Loading lumber long ago
In a ship I used to know,
With the bow-ports open wide
In her stained and rusted side,
And the saws a-screaming shrill
At the Steveston lumber-mill;
Where the Fraser floods and flows
Green and cold with melting snows,
And the tow-boats' wailing din,
As the booms come crawling in,
Fills the echoing creeks with sound,
And there's sawdust all around,
Deep and soft like drifted snow;
Nowhere much a man can go,
Nothing much to see or do,
Mouldiest burg you ever knew…

But I'd give the years between –
All I've done and all I've seen,
All the fooling and the fun,
All the chances lost and won,
All the good times and the bad,
All the memories sweet and sad,
Far and near, by shore and sea,
I would give them all to be
Loading lumber years ago
With the lads I used to know –
Loading lumber all day long
Stacks of scented deals among –
Loading lumber at the mill
Till the screaming saws were still,
And the rose-red sunset died
From the mountains and the tide,
And the night brought out its stars,
And the wind's song in the spars
Of that ship I used to know –
Loading lumber, long ago.

Now in adapting this poem for singing it seemed to me that the first verse fit well to a traditional Irish tune.
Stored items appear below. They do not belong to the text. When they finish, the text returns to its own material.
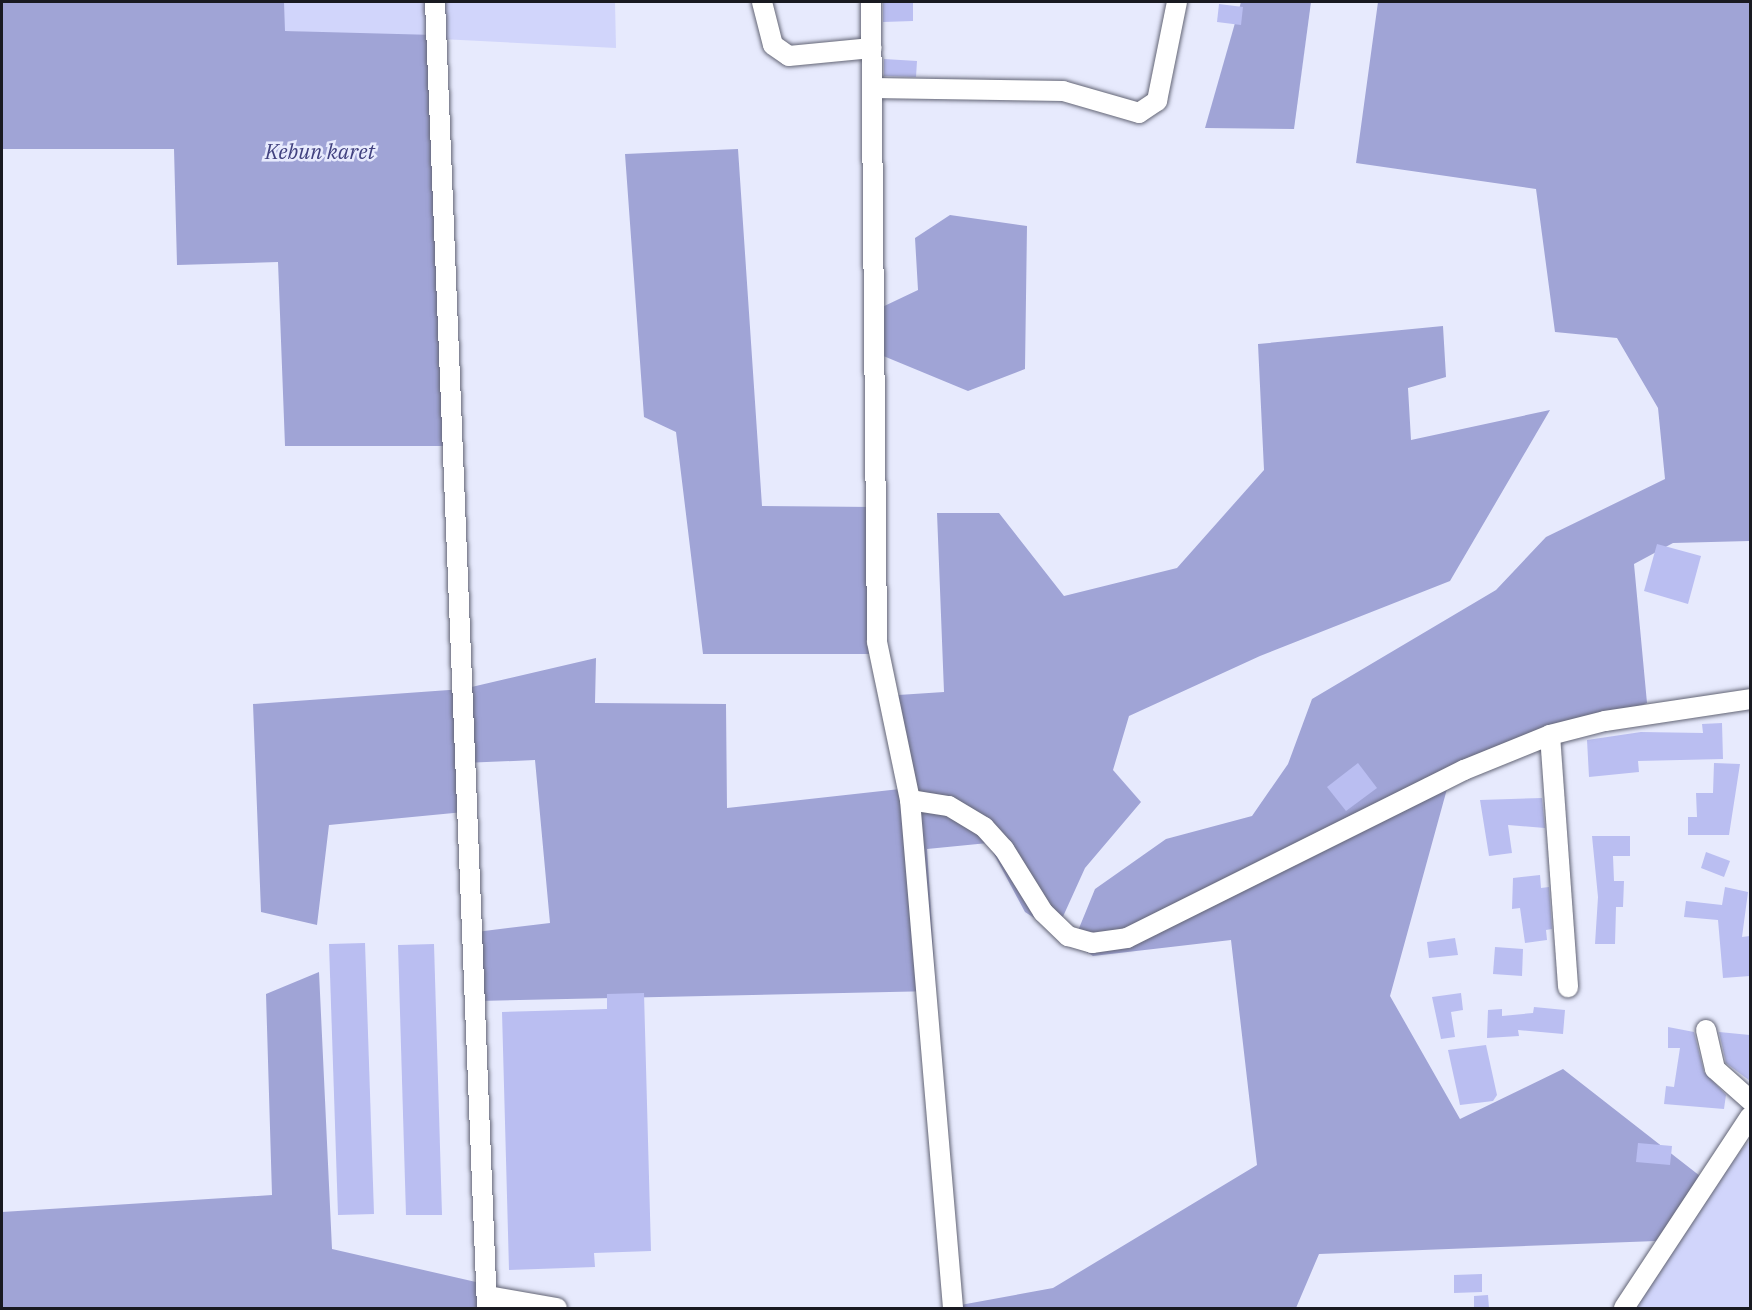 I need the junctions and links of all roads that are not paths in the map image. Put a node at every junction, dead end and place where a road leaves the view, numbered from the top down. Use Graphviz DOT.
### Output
graph roads {
  1 [pos="435,2"];
  2 [pos="762,2"];
  3 [pos="871,2"];
  4 [pos="1177,2"];
  5 [pos="872,48"];
  6 [pos="873,88"];
  7 [pos="1750,699"];
  8 [pos="1550,735"];
  9 [pos="910,800"];
  10 [pos="1568,987"];
  11 [pos="1706,1030"];
  12 [pos="1750,1100"];
  13 [pos="1750,1117"];
  14 [pos="487,1302"];
  15 [pos="557,1308"];
  16 [pos="953,1308"];
  17 [pos="1624,1308"];
  1 -- 14 [label="street"];
  2 -- 5 [label="street"];
  3 -- 5 [label="street"];
  4 -- 6 [label="street"];
  5 -- 6 [label="street"];
  6 -- 9 [label="street"];
  7 -- 8 [label="street"];
  8 -- 9 [label="street"];
  8 -- 10 [label="street"];
  9 -- 16 [label="street"];
  11 -- 12 [label="street"];
  13 -- 17 [label="street"];
  14 -- 15 [label="street"];
} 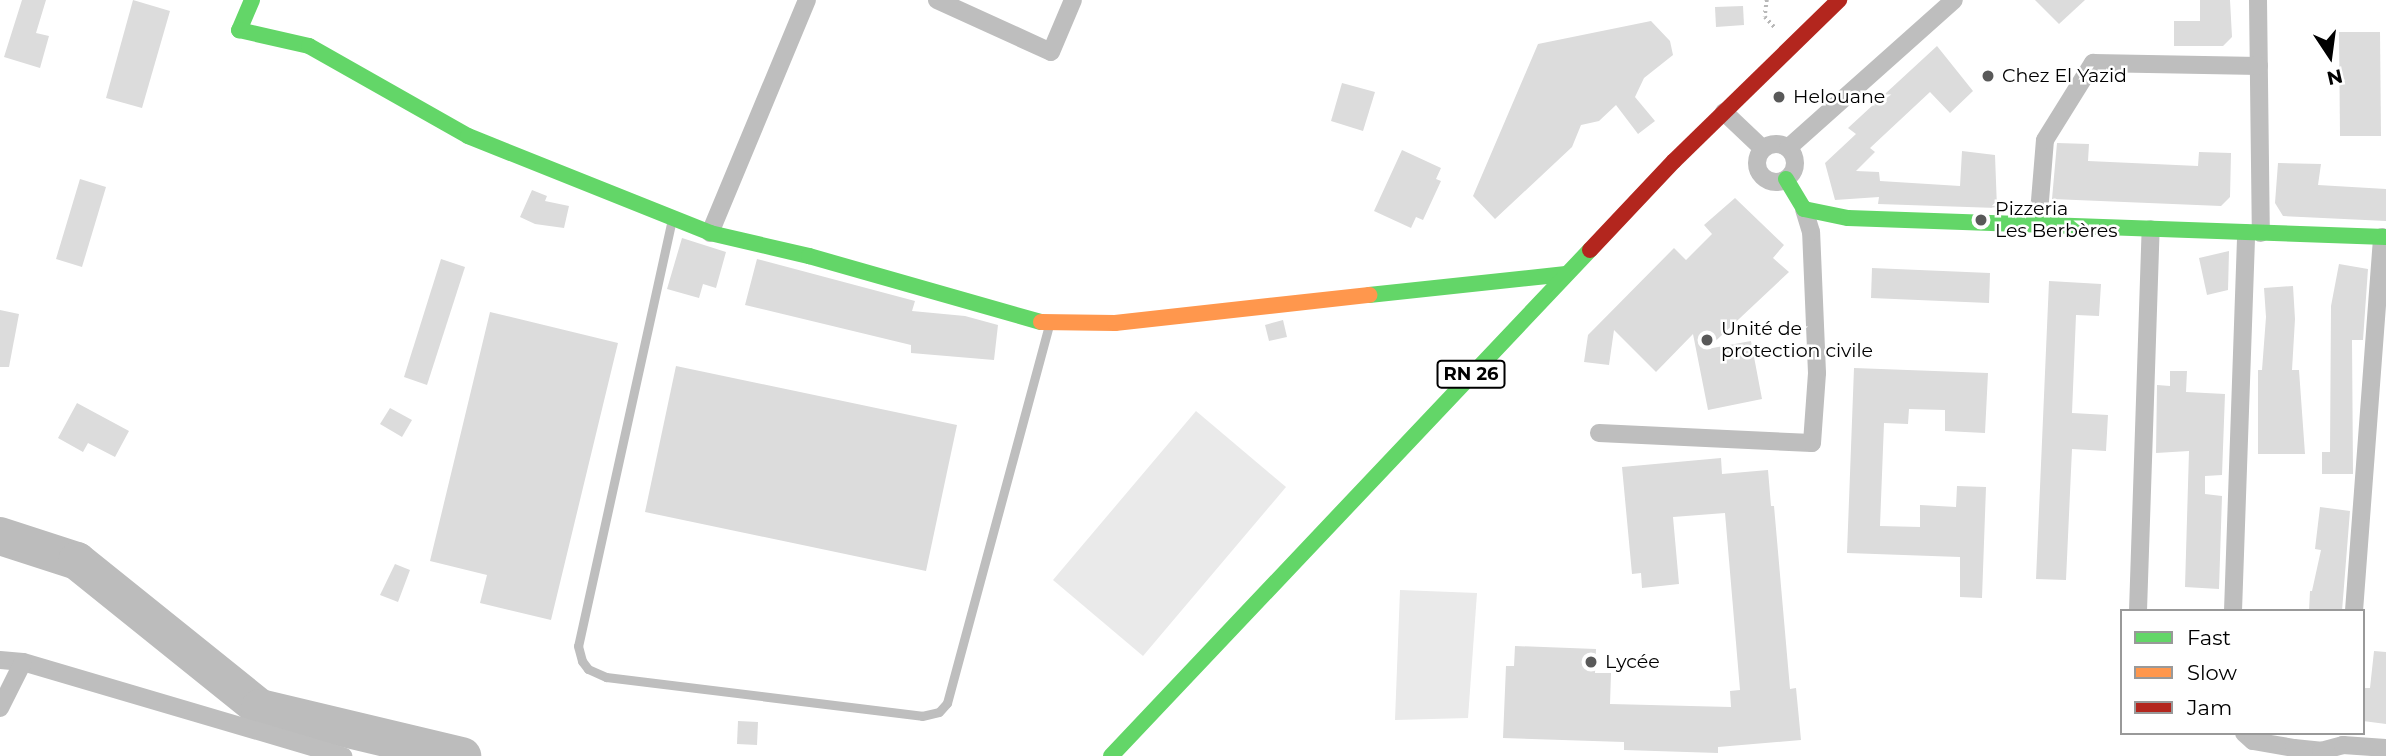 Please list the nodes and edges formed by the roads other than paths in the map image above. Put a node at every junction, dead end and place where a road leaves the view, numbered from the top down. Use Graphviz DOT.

However, some of the other verses had extra lines. So I brutally cut them out. I also dropped out the entire 2nd verse which is nice in itself but not necessary for this song, which is already long. But feel free to sing the whole thing as originally composed!

LUMBER (Steveston, BC)

(Original words by Cicely Fox Smith ©
In ROVINGS, Elkin Mathews, London, © 1921, p.p. 33-34
Adapted by Charles Ipcar ©2005; Traditional Irish tune after "The Boys Won't Leave the Girls Alone")

If I'd got to choose alone
One of all the freights I've known –
All my cargoes live and dead,
Bacon pigs and pigs of lead,
Cattle, copra, rice and rails,
Pilgrims, coolies, nitrates, nails,
Lima beans and China teas –
What do you think my pick would be?

Loading lumber long ago
In a ship I used to know,
With the bow-ports open wide
In her stained and rusted side,
And the saws a-screaming shrill
At the Steveston lumber-mill;
Where the Fraser floods and flows
Green and cold with melting snows.

And the tow-boats' wailing din,
As the booms come crawling in,
Fills the echoing creeks with sound,
And there's sawdust all around,
Deep and soft like drifted snow;
Nowhere much a man can go,
Nothing much to see or do,
Mouldiest burg you ever knew.

But I'd give the years between –
All I've done and all I've seen,
All the fooling and the fun,
All the chances lost and won,
Far and near, by shore and sea,
I would give them all to be –
Loading lumber long ago
With the lads I used to know.

Loading lumber at the mill
Till the screaming saws were still,
And the rose-red sunset died
From the mountains and the tide,
And the night brought out its stars,
And the wind's song in the spars
Of that ship I used to know –
Loading lumber, long ago.

I'm planning to nose around the Vancouver area myself, come this August. I'll see if I can find any clues to C. Fox Smith's residence there.

I understand there is also a Thursday Shanty Sing at the Murakami Boathouse in the Brittania Heritage Shipyard in Richmond; be nice to sing this song there.